[abstract] Involvement Of Nitric Oxide And Hyperbaric Oxygen In The Pathogenesis Of Cyclophosphamide Induced Hemorrhagic Cystitis In Rats

Abstract

Purpose: The aim of this study was to evaluate the relationship between nitric oxide and hyperbaric oxygenation in the pathogenesis and treatment of cyclophosphamide-induced hemorrhagic cystitis in rats. Materials and Methods: Cyclophosphamide (100 mg/kg) was injected to male Spraque-Dawley rats for cystitis induction. Animals were treated before and the day after cyclophosphamide injection with 100 mg/kg of nitric oxide substrate L-arginine, 20 mg/kg non-selective nitric oxide synthase inhibitor L-NG-nitroarginine methyl ester, 20 mg/kg selective inducible nitric oxide synthase inhibitor S-methylisothiourea.

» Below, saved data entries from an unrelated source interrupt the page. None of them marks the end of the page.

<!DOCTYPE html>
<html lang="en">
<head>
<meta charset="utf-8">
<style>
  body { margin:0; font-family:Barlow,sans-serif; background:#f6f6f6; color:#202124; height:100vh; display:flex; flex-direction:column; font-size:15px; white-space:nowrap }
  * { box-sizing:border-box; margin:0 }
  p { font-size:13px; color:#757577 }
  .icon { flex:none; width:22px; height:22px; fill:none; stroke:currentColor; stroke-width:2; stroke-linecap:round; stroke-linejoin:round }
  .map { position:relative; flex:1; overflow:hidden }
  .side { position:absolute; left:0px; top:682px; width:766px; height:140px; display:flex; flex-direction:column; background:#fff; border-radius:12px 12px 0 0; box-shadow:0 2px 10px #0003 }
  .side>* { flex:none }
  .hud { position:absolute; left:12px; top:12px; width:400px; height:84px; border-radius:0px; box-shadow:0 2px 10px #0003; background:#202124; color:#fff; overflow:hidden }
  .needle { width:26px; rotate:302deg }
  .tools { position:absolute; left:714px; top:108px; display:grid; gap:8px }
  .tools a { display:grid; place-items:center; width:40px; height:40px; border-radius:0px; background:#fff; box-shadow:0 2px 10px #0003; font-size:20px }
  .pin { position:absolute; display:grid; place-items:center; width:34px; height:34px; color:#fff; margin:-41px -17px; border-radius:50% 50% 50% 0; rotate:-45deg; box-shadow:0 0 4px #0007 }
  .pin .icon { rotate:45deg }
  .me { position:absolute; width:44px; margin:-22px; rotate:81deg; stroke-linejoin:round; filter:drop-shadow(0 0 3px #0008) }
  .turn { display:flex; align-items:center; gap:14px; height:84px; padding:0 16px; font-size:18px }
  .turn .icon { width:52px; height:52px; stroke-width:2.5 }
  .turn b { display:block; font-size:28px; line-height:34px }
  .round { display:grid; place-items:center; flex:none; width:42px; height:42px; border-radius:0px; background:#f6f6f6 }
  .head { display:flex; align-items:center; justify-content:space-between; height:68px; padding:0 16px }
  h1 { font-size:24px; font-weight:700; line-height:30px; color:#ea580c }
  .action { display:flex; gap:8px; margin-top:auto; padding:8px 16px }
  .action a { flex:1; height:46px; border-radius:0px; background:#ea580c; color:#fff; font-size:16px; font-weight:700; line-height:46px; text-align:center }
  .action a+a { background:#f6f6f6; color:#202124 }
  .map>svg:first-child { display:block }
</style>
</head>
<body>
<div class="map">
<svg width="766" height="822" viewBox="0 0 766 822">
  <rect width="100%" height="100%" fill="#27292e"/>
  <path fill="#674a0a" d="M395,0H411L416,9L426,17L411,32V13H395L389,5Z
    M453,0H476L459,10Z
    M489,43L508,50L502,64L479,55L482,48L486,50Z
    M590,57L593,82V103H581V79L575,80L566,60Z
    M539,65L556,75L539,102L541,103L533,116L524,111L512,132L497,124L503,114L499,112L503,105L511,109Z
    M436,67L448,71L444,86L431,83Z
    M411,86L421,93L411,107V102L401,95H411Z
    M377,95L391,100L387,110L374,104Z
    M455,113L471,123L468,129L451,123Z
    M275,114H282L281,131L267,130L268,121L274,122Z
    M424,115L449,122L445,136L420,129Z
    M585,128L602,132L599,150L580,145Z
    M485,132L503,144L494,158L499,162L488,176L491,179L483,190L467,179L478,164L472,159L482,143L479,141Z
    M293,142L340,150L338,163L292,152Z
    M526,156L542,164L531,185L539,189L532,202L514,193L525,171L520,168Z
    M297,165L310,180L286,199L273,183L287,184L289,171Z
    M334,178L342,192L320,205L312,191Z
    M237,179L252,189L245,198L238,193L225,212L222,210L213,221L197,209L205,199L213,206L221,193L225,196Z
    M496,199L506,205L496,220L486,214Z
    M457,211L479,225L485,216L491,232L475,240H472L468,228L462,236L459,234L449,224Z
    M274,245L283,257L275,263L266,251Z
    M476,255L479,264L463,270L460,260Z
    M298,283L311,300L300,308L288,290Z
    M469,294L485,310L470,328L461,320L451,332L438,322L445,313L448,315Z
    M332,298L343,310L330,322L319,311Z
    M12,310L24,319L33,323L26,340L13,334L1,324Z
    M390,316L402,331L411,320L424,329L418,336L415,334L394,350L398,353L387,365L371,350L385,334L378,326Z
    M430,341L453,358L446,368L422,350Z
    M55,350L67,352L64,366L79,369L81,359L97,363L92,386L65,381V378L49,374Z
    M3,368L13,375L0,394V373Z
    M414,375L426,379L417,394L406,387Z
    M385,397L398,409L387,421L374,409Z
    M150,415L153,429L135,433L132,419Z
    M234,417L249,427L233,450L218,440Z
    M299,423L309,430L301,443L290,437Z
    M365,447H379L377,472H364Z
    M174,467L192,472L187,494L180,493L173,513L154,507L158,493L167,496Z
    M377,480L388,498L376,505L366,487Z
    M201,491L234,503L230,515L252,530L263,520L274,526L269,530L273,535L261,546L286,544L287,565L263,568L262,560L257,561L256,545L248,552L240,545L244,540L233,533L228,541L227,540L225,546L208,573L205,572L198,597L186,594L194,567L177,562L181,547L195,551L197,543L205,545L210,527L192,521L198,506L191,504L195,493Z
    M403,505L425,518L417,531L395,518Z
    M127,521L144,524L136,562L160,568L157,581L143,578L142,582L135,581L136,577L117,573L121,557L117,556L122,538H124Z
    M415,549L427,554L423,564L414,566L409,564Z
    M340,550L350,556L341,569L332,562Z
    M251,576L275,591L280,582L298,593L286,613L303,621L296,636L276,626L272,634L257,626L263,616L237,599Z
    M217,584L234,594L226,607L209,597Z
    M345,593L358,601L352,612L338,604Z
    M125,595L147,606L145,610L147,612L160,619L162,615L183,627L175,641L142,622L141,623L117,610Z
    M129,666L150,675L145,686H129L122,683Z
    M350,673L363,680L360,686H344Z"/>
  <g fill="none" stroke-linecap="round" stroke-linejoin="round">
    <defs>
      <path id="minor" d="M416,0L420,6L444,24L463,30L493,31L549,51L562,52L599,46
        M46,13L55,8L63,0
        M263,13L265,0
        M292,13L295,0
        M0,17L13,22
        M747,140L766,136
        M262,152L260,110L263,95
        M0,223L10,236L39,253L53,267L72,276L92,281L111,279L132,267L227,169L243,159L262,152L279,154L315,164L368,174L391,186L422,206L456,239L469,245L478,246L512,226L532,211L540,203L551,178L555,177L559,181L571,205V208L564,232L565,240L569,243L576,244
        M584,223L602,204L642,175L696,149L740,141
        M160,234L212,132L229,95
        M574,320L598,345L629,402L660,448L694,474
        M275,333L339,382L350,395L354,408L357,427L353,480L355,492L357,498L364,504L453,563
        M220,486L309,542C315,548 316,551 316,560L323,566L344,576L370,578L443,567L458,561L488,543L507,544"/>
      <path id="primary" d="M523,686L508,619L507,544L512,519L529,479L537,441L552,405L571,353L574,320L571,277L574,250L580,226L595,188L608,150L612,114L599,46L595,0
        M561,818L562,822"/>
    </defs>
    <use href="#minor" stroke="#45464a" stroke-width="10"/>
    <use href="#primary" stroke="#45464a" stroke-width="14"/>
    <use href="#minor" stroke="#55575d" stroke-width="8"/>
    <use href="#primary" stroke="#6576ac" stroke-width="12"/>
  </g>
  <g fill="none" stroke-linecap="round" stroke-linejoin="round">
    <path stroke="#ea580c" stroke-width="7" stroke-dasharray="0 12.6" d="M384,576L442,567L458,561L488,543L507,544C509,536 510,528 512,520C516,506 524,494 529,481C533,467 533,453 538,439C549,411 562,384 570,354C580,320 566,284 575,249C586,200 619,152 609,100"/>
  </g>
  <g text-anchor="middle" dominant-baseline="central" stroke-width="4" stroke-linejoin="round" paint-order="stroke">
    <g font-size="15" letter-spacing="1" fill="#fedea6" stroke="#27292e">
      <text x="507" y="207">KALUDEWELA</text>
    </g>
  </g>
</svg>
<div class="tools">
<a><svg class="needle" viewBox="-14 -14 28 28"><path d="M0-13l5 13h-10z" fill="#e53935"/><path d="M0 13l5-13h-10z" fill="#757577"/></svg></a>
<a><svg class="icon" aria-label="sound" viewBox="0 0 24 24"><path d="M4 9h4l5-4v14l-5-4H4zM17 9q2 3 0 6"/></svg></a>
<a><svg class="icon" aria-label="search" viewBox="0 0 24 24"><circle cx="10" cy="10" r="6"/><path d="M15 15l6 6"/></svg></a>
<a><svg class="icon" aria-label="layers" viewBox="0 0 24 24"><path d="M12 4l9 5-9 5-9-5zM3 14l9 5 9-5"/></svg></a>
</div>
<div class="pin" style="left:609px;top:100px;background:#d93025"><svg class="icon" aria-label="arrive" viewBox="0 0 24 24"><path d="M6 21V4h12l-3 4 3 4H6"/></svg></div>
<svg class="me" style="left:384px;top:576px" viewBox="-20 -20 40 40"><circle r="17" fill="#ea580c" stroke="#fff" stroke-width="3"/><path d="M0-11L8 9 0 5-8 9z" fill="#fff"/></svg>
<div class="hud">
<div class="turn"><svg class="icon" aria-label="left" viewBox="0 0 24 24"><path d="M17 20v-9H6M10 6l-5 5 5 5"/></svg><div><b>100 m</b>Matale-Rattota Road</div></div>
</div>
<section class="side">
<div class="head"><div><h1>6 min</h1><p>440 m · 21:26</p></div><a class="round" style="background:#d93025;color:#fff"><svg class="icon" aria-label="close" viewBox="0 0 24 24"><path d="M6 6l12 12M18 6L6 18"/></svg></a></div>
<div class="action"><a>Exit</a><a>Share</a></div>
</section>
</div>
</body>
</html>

Animals were exposured to hyperbaric oxygen (2.8 ATA for 90 minutes, twice daily) with or without administration of L-arginine and nitric oxide synthase inhibitors. Results: Cyclophosphamide injection resulted in severe cystitis. S-methylisothiourea produced marked inhibition of cyclophosphamide induced bladder tissue damage. L-arginine and L-NG-nitroarginine methyl ester failed to show meaningful protective effect. Hyperbaric oxygen protected the bladder against only ulceration. Moreover hyperbaric oxygen did not contribute to protective effects of L-arginine, L-NG-nitroarginine methyl ester and S-methylisothiourea. Conclusions: Nitric oxide produced by inducible nitric oxide synthase is an important mediator in the pathogenesis of cyclophosphamide-induced cystitis and hyperbaric oxygen has beneficial effect on repairing bladder damage rather than protection of bladder.